Task brief:
Leaving out all pictures, copy the lines below exactly, from the line with "index dip: (443, 267)" to the last line, both ends included.

Given data:
• • •

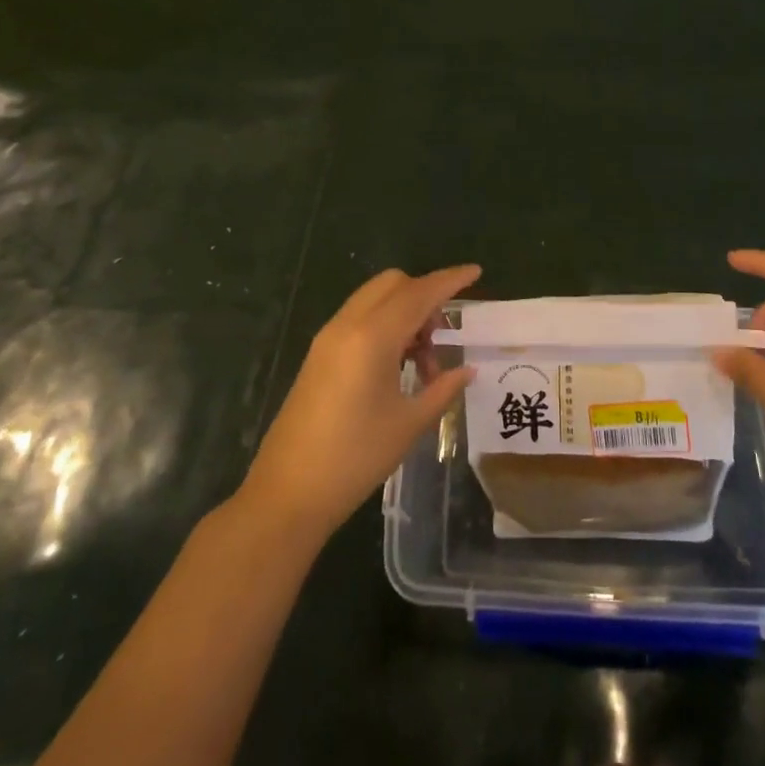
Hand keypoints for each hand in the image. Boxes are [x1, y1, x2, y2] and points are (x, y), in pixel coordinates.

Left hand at [242, 264, 479, 539]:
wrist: (287, 494)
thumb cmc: (355, 458)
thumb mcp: (409, 424)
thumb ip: (442, 389)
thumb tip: (467, 370)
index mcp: (372, 337)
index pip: (419, 293)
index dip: (450, 280)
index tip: (476, 271)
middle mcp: (348, 325)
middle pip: (393, 284)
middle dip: (425, 295)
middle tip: (443, 335)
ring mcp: (328, 338)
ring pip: (375, 299)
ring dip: (404, 312)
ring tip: (423, 362)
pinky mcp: (319, 354)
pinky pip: (359, 318)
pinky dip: (384, 324)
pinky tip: (397, 365)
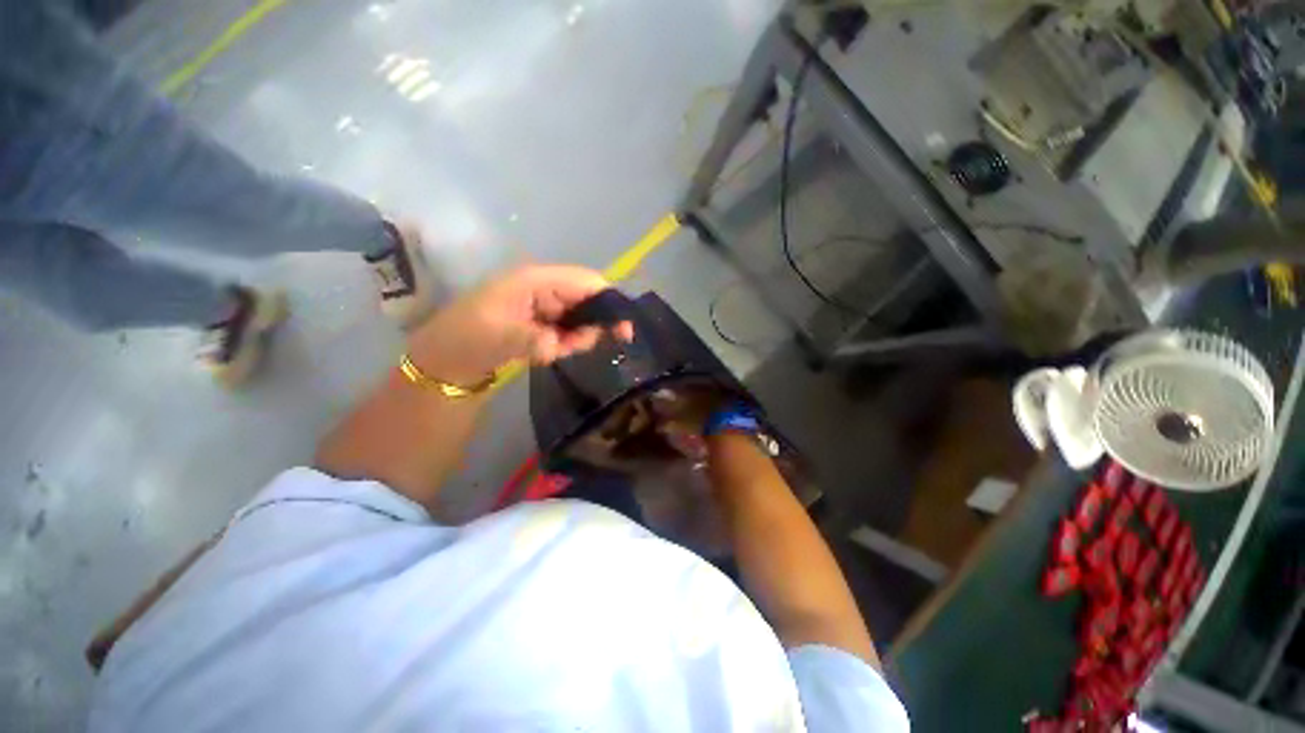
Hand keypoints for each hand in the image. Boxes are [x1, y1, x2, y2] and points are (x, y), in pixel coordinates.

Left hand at [408, 264, 633, 383]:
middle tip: (577, 347)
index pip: (586, 281)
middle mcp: (544, 288)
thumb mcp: (497, 338)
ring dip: (577, 337)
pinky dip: (567, 343)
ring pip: (581, 316)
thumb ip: (533, 338)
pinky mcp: (542, 322)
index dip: (610, 301)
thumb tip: (561, 343)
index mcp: (536, 280)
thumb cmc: (466, 339)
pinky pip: (568, 329)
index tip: (624, 330)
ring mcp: (543, 305)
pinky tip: (549, 352)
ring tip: (553, 351)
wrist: (444, 360)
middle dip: (593, 324)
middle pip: (588, 298)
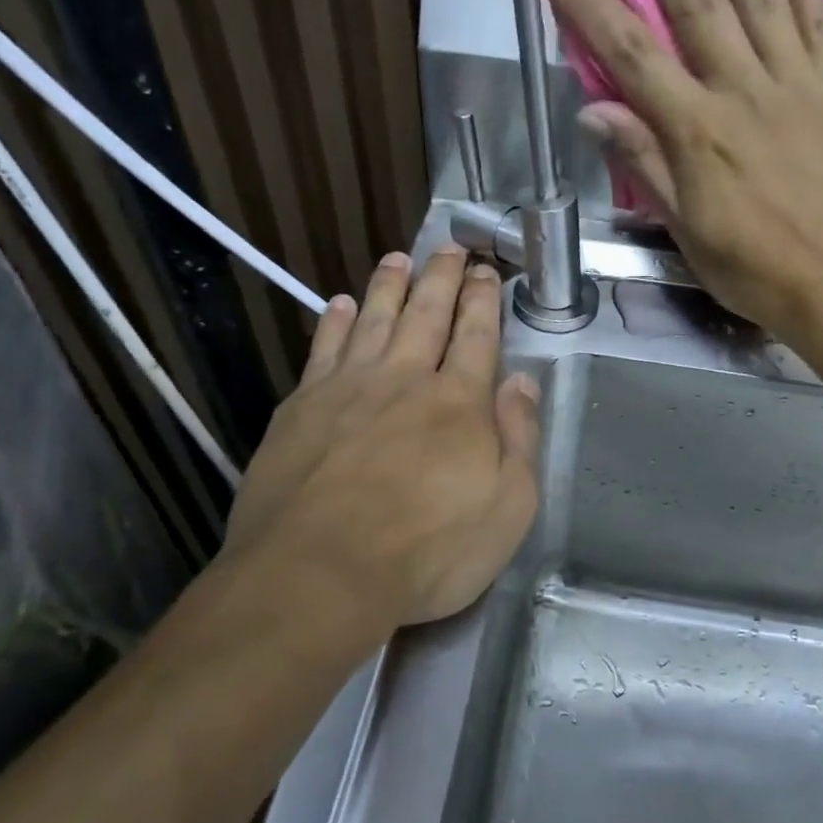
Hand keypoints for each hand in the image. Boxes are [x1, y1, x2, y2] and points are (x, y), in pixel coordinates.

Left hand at [221, 245, 540, 632]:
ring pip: (372, 320)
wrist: (319, 574)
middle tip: (449, 248)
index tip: (486, 271)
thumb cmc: (427, 552)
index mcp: (458, 403)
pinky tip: (338, 304)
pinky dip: (333, 322)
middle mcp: (404, 380)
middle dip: (441, 278)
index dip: (483, 301)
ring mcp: (347, 389)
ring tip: (398, 259)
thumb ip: (518, 439)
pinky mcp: (301, 408)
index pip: (476, 336)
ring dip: (388, 286)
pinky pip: (322, 349)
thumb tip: (521, 381)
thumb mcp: (506, 509)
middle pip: (425, 315)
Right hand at [543, 0, 822, 347]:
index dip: (592, 6)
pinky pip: (818, 15)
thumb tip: (595, 111)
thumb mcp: (687, 232)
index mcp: (697, 135)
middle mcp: (742, 93)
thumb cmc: (757, 270)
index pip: (632, 57)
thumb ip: (646, 165)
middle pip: (693, 2)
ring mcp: (798, 81)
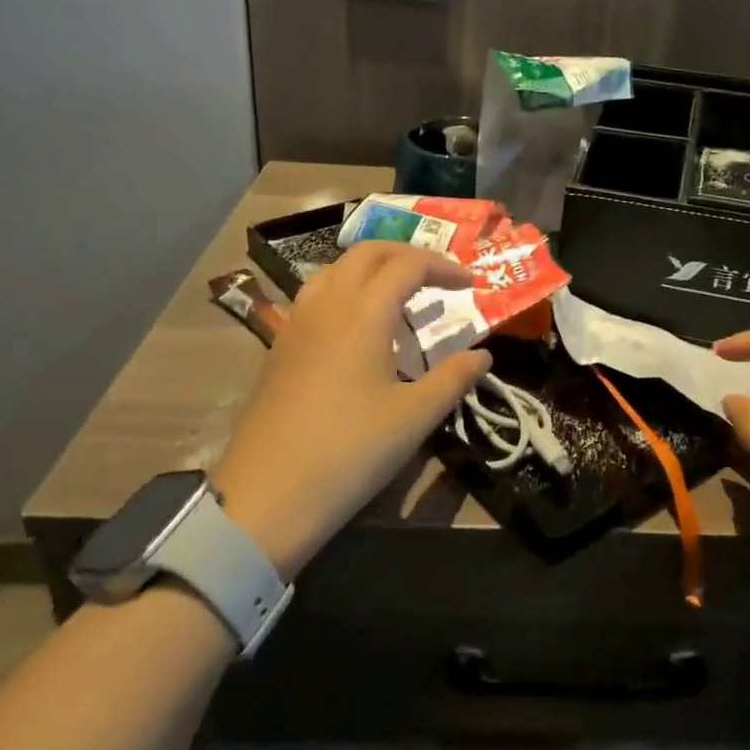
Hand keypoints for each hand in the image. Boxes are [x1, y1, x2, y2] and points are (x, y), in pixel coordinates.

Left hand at [212, 243, 490, 577]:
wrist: (266, 496)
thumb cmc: (350, 452)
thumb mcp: (414, 417)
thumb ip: (453, 379)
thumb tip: (483, 356)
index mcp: (363, 313)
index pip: (408, 265)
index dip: (443, 267)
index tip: (471, 283)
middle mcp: (327, 304)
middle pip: (368, 253)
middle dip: (407, 255)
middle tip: (438, 278)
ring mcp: (297, 322)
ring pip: (336, 269)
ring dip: (372, 268)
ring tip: (399, 295)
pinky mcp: (280, 345)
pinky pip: (316, 295)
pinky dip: (346, 290)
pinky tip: (358, 327)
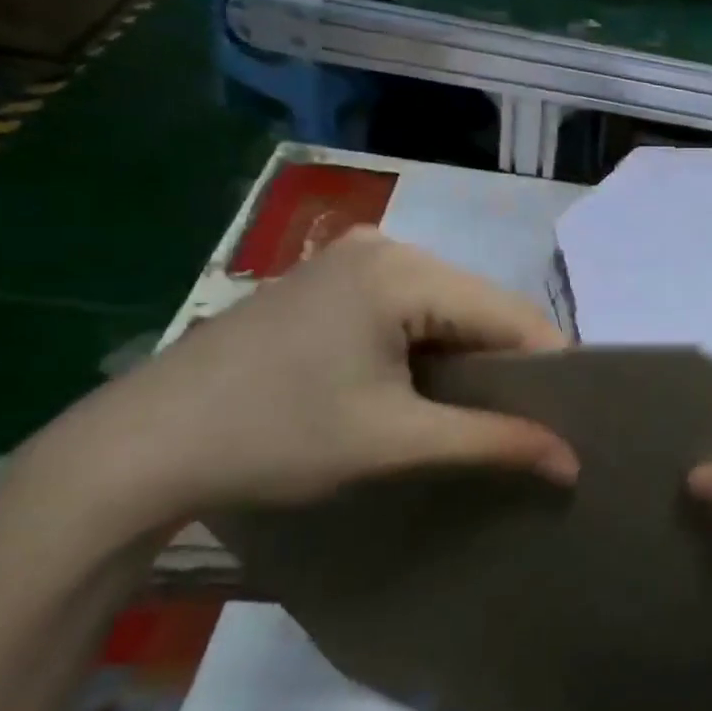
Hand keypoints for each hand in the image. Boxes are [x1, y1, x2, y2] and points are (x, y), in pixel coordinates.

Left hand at [16, 231, 578, 536]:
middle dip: (509, 363)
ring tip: (485, 410)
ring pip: (448, 306)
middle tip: (530, 421)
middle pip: (480, 305)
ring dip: (471, 355)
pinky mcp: (329, 280)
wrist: (138, 448)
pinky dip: (431, 346)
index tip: (571, 417)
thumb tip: (573, 463)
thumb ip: (495, 442)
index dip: (550, 366)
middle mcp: (384, 247)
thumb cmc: (274, 439)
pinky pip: (410, 307)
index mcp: (402, 270)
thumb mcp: (395, 441)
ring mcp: (350, 259)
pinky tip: (428, 385)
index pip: (511, 313)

• • •

Problem solution:
index dip: (443, 267)
index tip: (471, 283)
middle mcp: (327, 304)
middle pip: (368, 253)
middle dip: (407, 255)
middle tip: (438, 278)
ring mcp: (297, 322)
ring pip: (336, 269)
ring dip: (372, 268)
ring tip: (399, 295)
pinky mcp: (280, 345)
pinky pip: (316, 295)
pinky dip: (346, 290)
pinky tip: (358, 327)
Hand keypoints for each hand in the image. Boxes are [x1, y1, x2, y2] and points are (x, y), in pixel coordinates.

Left hand at [16, 231, 578, 536]:
middle dip: (509, 363)
ring tip: (485, 410)
ring pip: (448, 306)
middle tip: (530, 421)
middle pip: (480, 305)
ring dip: (471, 355)
pinky mcp: (329, 280)
wrist: (138, 448)
pinky dip: (431, 346)
index tip: (571, 417)
thumb tip: (573, 463)
thumb ip: (495, 442)
index dip: (550, 366)
middle mcp: (384, 247)
thumb cmc: (274, 439)
pinky pip: (410, 307)
index mcp: (402, 270)
thumb mcp: (395, 441)
ring mcp: (350, 259)
pinky tip: (428, 385)
index pip: (511, 313)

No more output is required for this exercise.